【ソウル聯合ニュース】韓国ドラマ「愛の不時着」と「梨泰院クラス」が日本で人気上昇中だ。主演俳優が雑誌の表紙を飾り、日本の有名人がSNS(交流サイト)を通じてドラマの感想を述べるなど、「冬のソナタ」ブームをほうふつとさせている。一部の韓国ドラマだけが一時的に人気を集めるというレベルを超え、2~3年前から消費財を中心とした「第3次韓流ブーム」が日本で起きているとの見方もある。
◇「愛の不時着」「梨泰院クラス」がブームけん引
16日付の朝日新聞は、日本で韓国ドラマブームが再燃しているとした上で、ネットフリックスで配信中の「愛の不時着」と「梨泰院クラス」がブームをけん引していると報じた。
韓国のケーブルチャンネルtvNで昨年12月から今年2月にかけて放送された「愛の不時着」は、パラグライダーを操縦中に突風にあおられて北朝鮮に不時着した財閥の跡取り娘ユン・セリと、彼女をかくまい、守るうちに愛するようになる北朝鮮軍の将校リ・ジョンヒョクのラブストーリーを描いた。
日本では2月にネットフリックスで独占配信がスタートし、ランキングの上位にとどまっている。
「愛の不時着」は作品性も認められ、日本最大級の映画・ドラマのレビューサイト、フィルマークスで評価スコア(5点満点)4.6点を記録した。2016年に放送されたTBS系の人気ドラマ「逃げるは恥だが役に立つ」の評価スコア(4.2点)よりも高い。
特に、リ・ジョンヒョクのキャラクターに対する日本女性の支持が目を引く。ユン・セリを優しく包み込むジョンヒョクに対し「ポストMe too(私も)時代のヒーロー」という評価も一部で出ている。
南北分断という特殊な状況を通じて切ないロマンスを描き、スリルまで加えたストーリー、メインキャストの脇を固めた俳優たちの演技、スイスでロケを行った勇壮な風景なども好評を得ている。
ケーブルチャンネルJTBCのドラマ「梨泰院クラス」は韓国版・青春版「半沢直樹」と呼ばれている。日本の情緒に合ったビジネス復讐(ふくしゅう)劇の骨組みに青春恋愛物語が絶妙にマッチした点が人気を集めている。

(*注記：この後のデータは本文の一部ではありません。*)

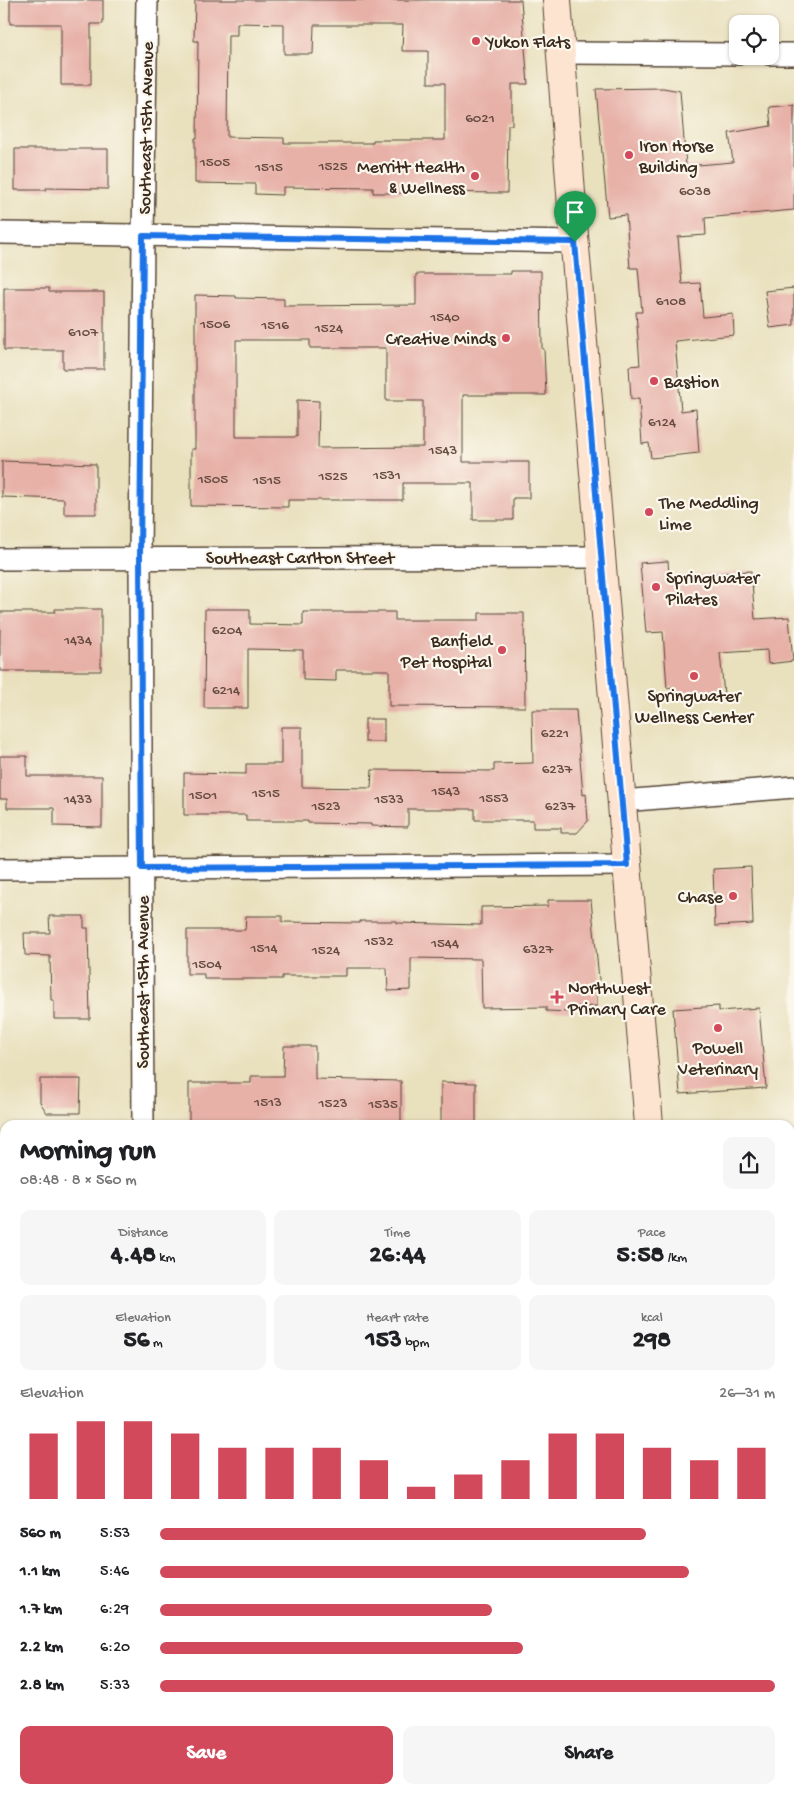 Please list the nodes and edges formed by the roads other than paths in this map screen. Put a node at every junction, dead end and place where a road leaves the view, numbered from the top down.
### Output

これらドラマの出演者の人気も高く、「愛の不時着」でリ・ジョンヒョクを演じた俳優ヒョンビンは週刊朝日の表紙を飾り、日本の芸能雑誌はヒョンビンやユン・セリを演じた女優ソン・イェジンに関するこまごまとした情報まで報じている。「梨泰院クラス」に主演した俳優パク・ソジュンと女優キム・ダミのヘアスタイルやファッションも雑誌で取り上げられている。
◇競争力を備えたコンテンツが強み
日本で韓国ドラマが人気を集めている背景として、ネットフリックスの役割が挙げられる。韓国コンテンツ振興院が運営するサイト、コンテンツ産業情報ポータルによると、ネットフリックスは昨年、日本のSVOD(定額制動画配信サービス)市場でシェア13.8%を記録し、動画配信プラットフォーム1位となった。新型コロナウイルス流行に伴う外出自粛生活により韓国をはじめ世界で利用者が増加傾向にある。
2000年代初めにNHKで「冬のソナタ」が放送された当時との違いは、韓国ドラマに対する関心が一つの作品に集中しているのではなく、韓国のコンテンツ全般に広がっていることだ。
日本での韓流ブームは、2000年代初めの「冬のソナタ」と主演俳優ぺ・ヨンジュンが巻き起こした第1次ブーム、2010年ごろに東方神起など韓国アイドルグループの人気が高まったことでK―POPを前面に押し出した第2次ブーム、2018年から始まった韓国化粧品やチーズタッカルビなど消費財を中心とした第3次ブームに分かれる。
韓国コンテンツ振興院の黄仙恵(ファン・ソンヘ)日本ビジネスセンター長は聯合ニュースの取材に対し、「2000年代以降に生まれた世代は母親や祖母が『冬のソナタ』に夢中になったのを目の当たりにしているため韓流に対する親近感はあったが、BTS(防弾少年団)やTWICE(トゥワイス)のコンサートチケットを買うほどの経済力はなかった。値段が安い(韓国の)消費財を中心に楽しんでいたこの世代が韓国のコンテンツにはまった時期がまさに今だ」と説明した。
また「韓流に親近感を抱きK―POPファンだった人々が韓国ドラマに関心を持ち、これまでの韓流ブームとは全く関係のなかった世代にもブームが拡大した」とした上で、「愛の不時着」「梨泰院クラス」に対する関心がほかの作品にも向けられ、韓国ドラマの競争力が非常に向上したとの見方を示した。